Jetzt das Argument dafür, und das ist stärker, als es klingt: Der Fall Balogun liefert Belgien einen Motivationsschub, den kein Trainer der Welt künstlich erzeugen kann. Eine ganze Mannschaft, ein ganzer Verband, ein ganzes Land fühlt sich betrogen, und der Wir-gegen-alle-Effekt hat bei Turnieren schon oft Berge versetzt. Gleichzeitig steht das US-Team plötzlich unter einem Rechtfertigungsdruck, den es sich nicht ausgesucht hat: Jeder Fehler, jeder strittige Pfiff zugunsten der Gastgeber wird ab sofort durch die Skandal-Brille gelesen, und Balogun selbst spielt unter Sonderbeobachtung von 70.000 Zuschauern und Millionen an den Bildschirmen. Solche Nebengeräusche kosten Fokus.
Die ehrliche Wett-Antwort lautet deshalb: Der reine Wut-Tipp auf Belgien bei 3,30 ist kein Value, weil er die sportliche Unterlegenheit der Belgier in diesem Turnier ignoriert. Wer die Skandal-Dynamik aber spielen will, findet sauberere Märkte. Die Doppelte Chance X2 bei rund 1,85 nimmt das belgische Trotz-Szenario mit, ohne am wahrscheinlichen Ausgleichskampf zu sterben. Wer es zugespitzter mag, schaut auf Belgien führt zur Halbzeit bei rund 4,50, denn wenn die Wut-Energie wirkt, dann in der Anfangsphase, bevor die individuelle US-Klasse das Spiel dreht. Und wer an das Chaos-Drehbuch dieses Falls glaubt, nimmt Über 4,5 Karten bei rund 1,90, denn ein aufgeheizteres K.o.-Spiel wird es bei dieser WM nicht mehr geben.

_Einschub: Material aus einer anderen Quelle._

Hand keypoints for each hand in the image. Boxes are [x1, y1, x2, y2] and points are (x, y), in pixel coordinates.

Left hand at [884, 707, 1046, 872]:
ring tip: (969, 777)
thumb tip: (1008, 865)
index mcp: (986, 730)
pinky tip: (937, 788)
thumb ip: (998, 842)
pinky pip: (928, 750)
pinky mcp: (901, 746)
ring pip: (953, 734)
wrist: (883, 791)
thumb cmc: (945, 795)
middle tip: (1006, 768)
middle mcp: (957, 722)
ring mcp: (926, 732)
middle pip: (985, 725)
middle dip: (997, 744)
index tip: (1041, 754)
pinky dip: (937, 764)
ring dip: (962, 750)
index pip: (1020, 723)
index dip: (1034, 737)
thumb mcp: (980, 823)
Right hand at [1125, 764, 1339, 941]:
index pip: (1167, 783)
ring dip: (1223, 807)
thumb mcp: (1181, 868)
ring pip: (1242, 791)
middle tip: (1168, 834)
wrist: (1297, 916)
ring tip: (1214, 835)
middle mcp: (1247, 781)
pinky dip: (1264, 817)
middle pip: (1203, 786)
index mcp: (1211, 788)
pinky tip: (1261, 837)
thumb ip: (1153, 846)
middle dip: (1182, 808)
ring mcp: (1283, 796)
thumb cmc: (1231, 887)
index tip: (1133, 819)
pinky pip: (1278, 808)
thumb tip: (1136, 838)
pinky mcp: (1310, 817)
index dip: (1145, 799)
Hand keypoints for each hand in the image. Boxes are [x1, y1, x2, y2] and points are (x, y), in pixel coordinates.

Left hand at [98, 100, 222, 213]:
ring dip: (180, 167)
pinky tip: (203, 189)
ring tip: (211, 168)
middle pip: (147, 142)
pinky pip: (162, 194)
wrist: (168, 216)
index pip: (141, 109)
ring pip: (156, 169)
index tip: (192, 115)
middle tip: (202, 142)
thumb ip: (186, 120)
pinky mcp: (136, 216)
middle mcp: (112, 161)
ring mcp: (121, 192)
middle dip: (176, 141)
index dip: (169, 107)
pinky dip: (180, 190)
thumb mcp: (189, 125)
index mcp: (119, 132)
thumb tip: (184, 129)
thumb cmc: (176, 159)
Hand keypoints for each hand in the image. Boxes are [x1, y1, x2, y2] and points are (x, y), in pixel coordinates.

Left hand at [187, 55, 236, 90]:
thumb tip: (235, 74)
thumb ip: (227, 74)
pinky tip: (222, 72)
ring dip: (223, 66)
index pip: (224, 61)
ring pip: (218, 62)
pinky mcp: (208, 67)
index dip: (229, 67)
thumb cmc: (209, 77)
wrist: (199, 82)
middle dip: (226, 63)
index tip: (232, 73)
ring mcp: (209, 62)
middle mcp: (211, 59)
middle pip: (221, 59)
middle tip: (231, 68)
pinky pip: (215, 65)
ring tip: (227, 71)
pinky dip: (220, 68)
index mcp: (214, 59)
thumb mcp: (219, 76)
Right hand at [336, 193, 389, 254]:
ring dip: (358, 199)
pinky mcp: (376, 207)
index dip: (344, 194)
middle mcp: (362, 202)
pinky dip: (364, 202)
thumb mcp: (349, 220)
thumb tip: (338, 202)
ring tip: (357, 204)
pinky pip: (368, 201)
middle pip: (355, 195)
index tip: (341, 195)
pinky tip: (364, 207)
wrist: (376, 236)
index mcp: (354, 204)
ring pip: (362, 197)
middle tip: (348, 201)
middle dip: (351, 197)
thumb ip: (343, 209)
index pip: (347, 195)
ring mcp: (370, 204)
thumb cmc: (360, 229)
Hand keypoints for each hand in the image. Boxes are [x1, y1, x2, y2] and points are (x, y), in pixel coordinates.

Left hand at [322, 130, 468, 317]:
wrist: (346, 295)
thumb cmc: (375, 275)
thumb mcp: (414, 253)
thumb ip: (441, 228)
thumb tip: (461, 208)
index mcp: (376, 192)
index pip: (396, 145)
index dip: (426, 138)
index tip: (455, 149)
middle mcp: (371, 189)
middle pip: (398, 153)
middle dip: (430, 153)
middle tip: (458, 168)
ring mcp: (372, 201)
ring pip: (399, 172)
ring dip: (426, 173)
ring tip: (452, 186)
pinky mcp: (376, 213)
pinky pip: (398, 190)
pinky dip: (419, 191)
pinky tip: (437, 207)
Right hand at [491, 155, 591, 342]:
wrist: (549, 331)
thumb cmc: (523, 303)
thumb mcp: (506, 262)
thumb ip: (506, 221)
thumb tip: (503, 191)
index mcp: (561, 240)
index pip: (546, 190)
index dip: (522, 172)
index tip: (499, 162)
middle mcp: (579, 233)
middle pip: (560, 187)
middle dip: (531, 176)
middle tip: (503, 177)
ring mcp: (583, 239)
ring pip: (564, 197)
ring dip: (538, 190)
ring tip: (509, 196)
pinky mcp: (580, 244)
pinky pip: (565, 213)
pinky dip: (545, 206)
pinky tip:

Das Fazit: Ein Präzedenzfall, der bleibt
Egal wie das Achtelfinale ausgeht, der Fall Balogun wird dieses Turnier überdauern. Die FIFA hat ihr eigenes Regelwerk gegen sich selbst ausgelegt, ein Präzedenzfall ist geschaffen, und die Frage nach politischer Einflussnahme auf den Weltfußball steht unbeantwortet im Raum. Für Wetter gilt derweil die alte Regel in neuer Schärfe: Empörung ist keine Wettstrategie. Aber wer die psychologischen Folgen eines Skandals nüchtern in Märkte übersetzt, findet auch im größten Aufreger des Turniers noch echten Value.